Frawley was responding to a recent column in The Times by Matthew Parris, a former politician and homosexual activist. Parris’s column is unique in that he is willing to say, in writing what suicide activists deny that they’ve been saying in private. The title and subheading sum it up: “We can’t afford a taboo on assisted dying: The argument against it is that pressure will grow on the terminally ill to hasten their own deaths – that’s not a bad thing.” In short, critics of euthanasia regimes have been pointing out that people are being pushed into lethal injections. Parris responds by saying that this is a good thing, actually – and then defends it with the cold-blooded pragmatism of someone who knows that there isn’t enough to go round:

Let’s acknowledge and confront the strongest argument against assisted dying. As (objectors say) the practice spreads, social and cultural pressure will grow on the terminally ill to hasten their own deaths so as ‘not to be a burden’ on others or themselves. I believe this will indeed come to pass. And I would welcome it.

I don’t dispute the objectors’ belief that once assisted dying becomes normalised we will become more apt to ask ourselves for how much longer we can justify the struggle. Is life still giving us more pleasure than pain? How much is all this costing relatives and the health service? How much of a burden are we placing on those who love us? How much of a burden are we placing upon ourselves? We will notice others asking themselves these questions and we’ll feel empowered by changing social norms to ask them ourselves. Discussion will become more open. It will become common practice to pose this question without embarrassment, and to weigh the answer up.

In his first few paragraphs, Parris dismisses religious concerns about suicide out of hand, and moves swiftly and smoothly to utilitarianism. Speeding up granny’s conveyer belt is a feature, not a bug; the sick and the vulnerable should consider not just their own pain, but whether or not they have become an inconvenient pain and should consider accessing the freshly minted human right to suicide by doctor. This, Parris writes, is “empowering.” Parris goes on to say that our societies are “weighed down by low birth rates and high longevity” – in other words, we’ve legalized abortion, and that makes euthanasia inevitable.

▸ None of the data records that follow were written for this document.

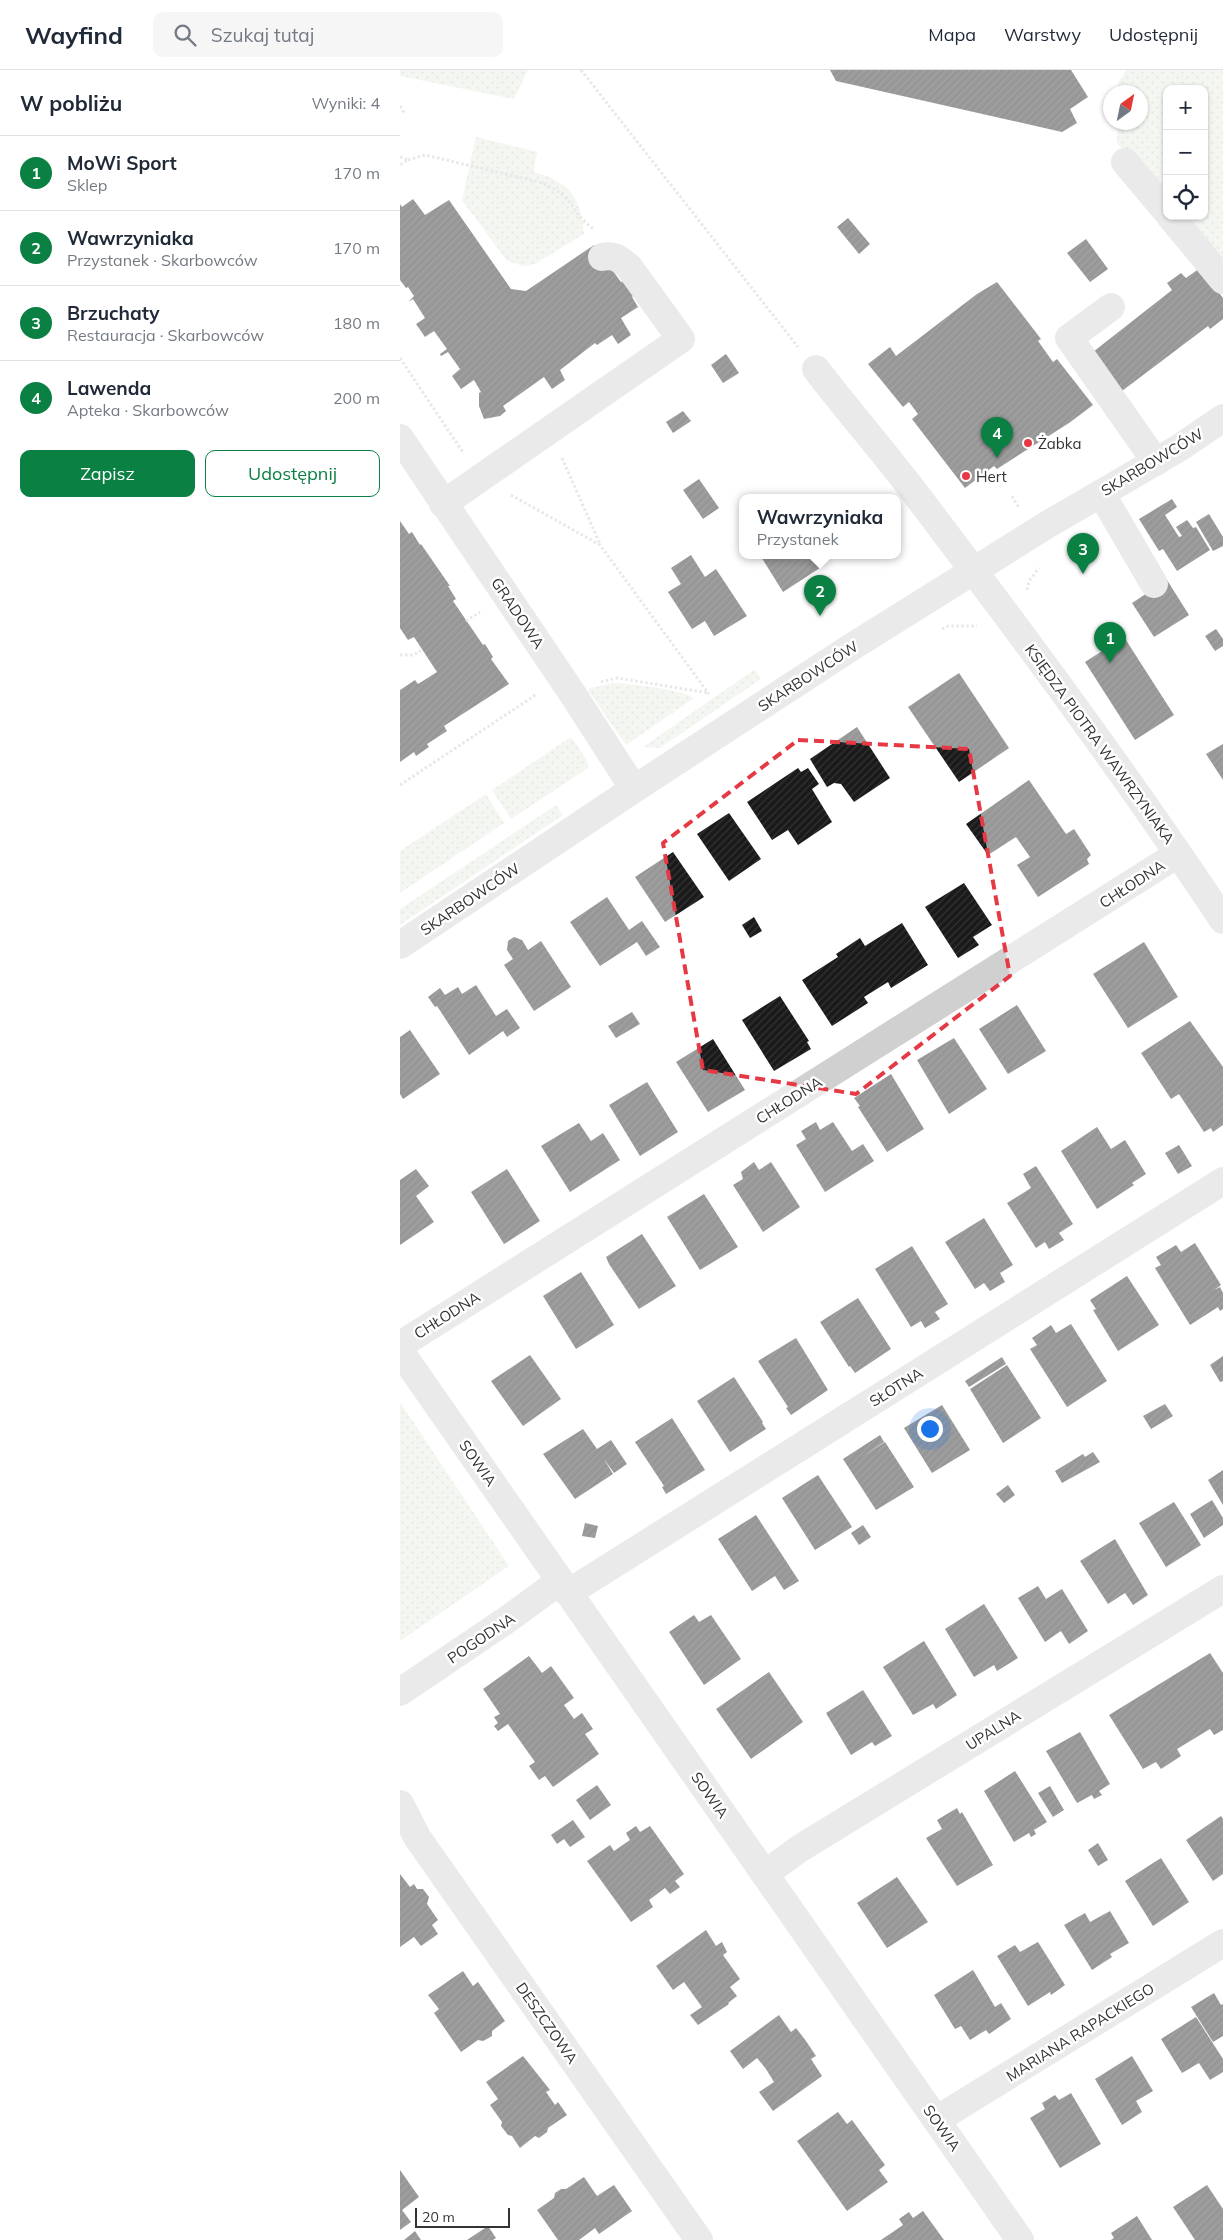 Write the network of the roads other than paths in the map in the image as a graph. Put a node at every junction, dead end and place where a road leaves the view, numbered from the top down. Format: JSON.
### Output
{"nodes":[{"id":1,"x":1125,"y":162,"type":"dead end"},
{"id":2,"x":1163,"y":207,"type":"edge"},
{"id":3,"x":1173,"y":220,"type":"edge"},
{"id":4,"x":601,"y":244,"type":"road end"},
{"id":5,"x":1223,"y":280,"type":"edge"},
{"id":6,"x":1111,"y":307,"type":"dead end"},
{"id":7,"x":816,"y":369,"type":"road end"},
{"id":8,"x":1223,"y":418,"type":"edge"},
{"id":9,"x":400,"y":438,"type":"edge"},
{"id":10,"x":1156,"y":462,"type":"junction"},
{"id":11,"x":1101,"y":493,"type":"junction"},
{"id":12,"x":443,"y":504,"type":"junction"},
{"id":13,"x":973,"y":572,"type":"junction"},
{"id":14,"x":1154,"y":584,"type":"dead end"},
{"id":15,"x":634,"y":789,"type":"junction"},
{"id":16,"x":1178,"y":854,"type":"junction"},
{"id":17,"x":1223,"y":920,"type":"edge"},
{"id":18,"x":400,"y":945,"type":"edge"},
{"id":19,"x":1223,"y":1180,"type":"edge"},
{"id":20,"x":400,"y":1345,"type":"edge"},
{"id":21,"x":400,"y":1351,"type":"edge"},
{"id":22,"x":564,"y":1587,"type":"junction"},
{"id":23,"x":1223,"y":1588,"type":"edge"},
{"id":24,"x":400,"y":1692,"type":"edge"},
{"id":25,"x":400,"y":1804,"type":"edge"},
{"id":26,"x":765,"y":1874,"type":"junction"},
{"id":27,"x":1223,"y":1943,"type":"edge"},
{"id":28,"x":936,"y":2120,"type":"junction"},
{"id":29,"x":699,"y":2240,"type":"edge"},
{"id":30,"x":1020,"y":2240,"type":"edge"}],
"edges":[{"from":1,"to":2,"type":"street"},
{"from":3,"to":5,"type":"street"},
{"from":4,"to":12,"type":"street"},
{"from":6,"to":10,"type":"street"},
{"from":7,"to":13,"type":"street","name":"KSIĘDZA PIOTRA WAWRZYNIAKA"},
{"from":8,"to":10,"type":"street","name":"SKARBOWCÓW"},
{"from":9,"to":12,"type":"street","name":"GRADOWA"},
{"from":10,"to":11,"type":"street","name":"SKARBOWCÓW"},
{"from":11,"to":13,"type":"street","name":"SKARBOWCÓW"},
{"from":11,"to":14,"type":"street"},
{"from":12,"to":15,"type":"street","name":"GRADOWA"},
{"from":13,"to":15,"type":"street","name":"SKARBOWCÓW"},
{"from":13,"to":16,"type":"street","name":"KSIĘDZA PIOTRA WAWRZYNIAKA"},
{"from":15,"to":18,"type":"street","name":"SKARBOWCÓW"},
{"from":16,"to":17,"type":"street","name":"KSIĘDZA PIOTRA WAWRZYNIAKA"},
{"from":16,"to":20,"type":"street","name":"CHŁODNA"},
{"from":19,"to":22,"type":"street","name":"SŁOTNA"},
{"from":21,"to":22,"type":"street","name":"SOWIA"},
{"from":22,"to":24,"type":"street","name":"POGODNA"},
{"from":22,"to":26,"type":"street","name":"SOWIA"},
{"from":23,"to":26,"type":"street","name":"UPALNA"},
{"from":25,"to":29,"type":"street","name":"DESZCZOWA"},
{"from":26,"to":28,"type":"street","name":"SOWIA"},
{"from":27,"to":28,"type":"street","name":"MARIANA RAPACKIEGO"},
{"from":28,"to":30,"type":"street","name":"SOWIA"}]}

Many writers have commented, of late, that the post-Christian West is shifting back to paganism, including the French philosopher Chantal Delsol and the British writer Louise Perry. Matthew Parris, however, sums it up without apology or prevarication:

It may sound brutal, but I don’t apologise for the reductivist tone in which this column treats human beings as units – in deficit or surplus to the collective. For a society as much as for an individual, self-preservation must shine a harsh beam on to the balance between input and output. To protect its future, a healthy society must adapt its norms, its cultural taboos and its moral codes. This does not usually happen by decree but by a largely unconscious general creep. People begin changing their minds, often unaware of why.

I suspect – and believe I notice – that our culture is changing its mind about the worth of old age when coupled with crippling degeneration, incapacity, indignity and often suffering. If I’m right, our growing interest in assisted dying may reflect a largely unconscious realisation that we simply cannot afford extreme senescence or desperate infirmity for as many such individuals as our society is producing. “Your time is up” will never be an order, but – yes, the objectors are right – may one day be the kind of unspoken hint that everybody understands. And that’s a good thing.

As it says in Proverbs 12 – and I’ve thought of this verse often since the euthanasia debate began in Canada – “the tender mercies of the wicked are cruel.”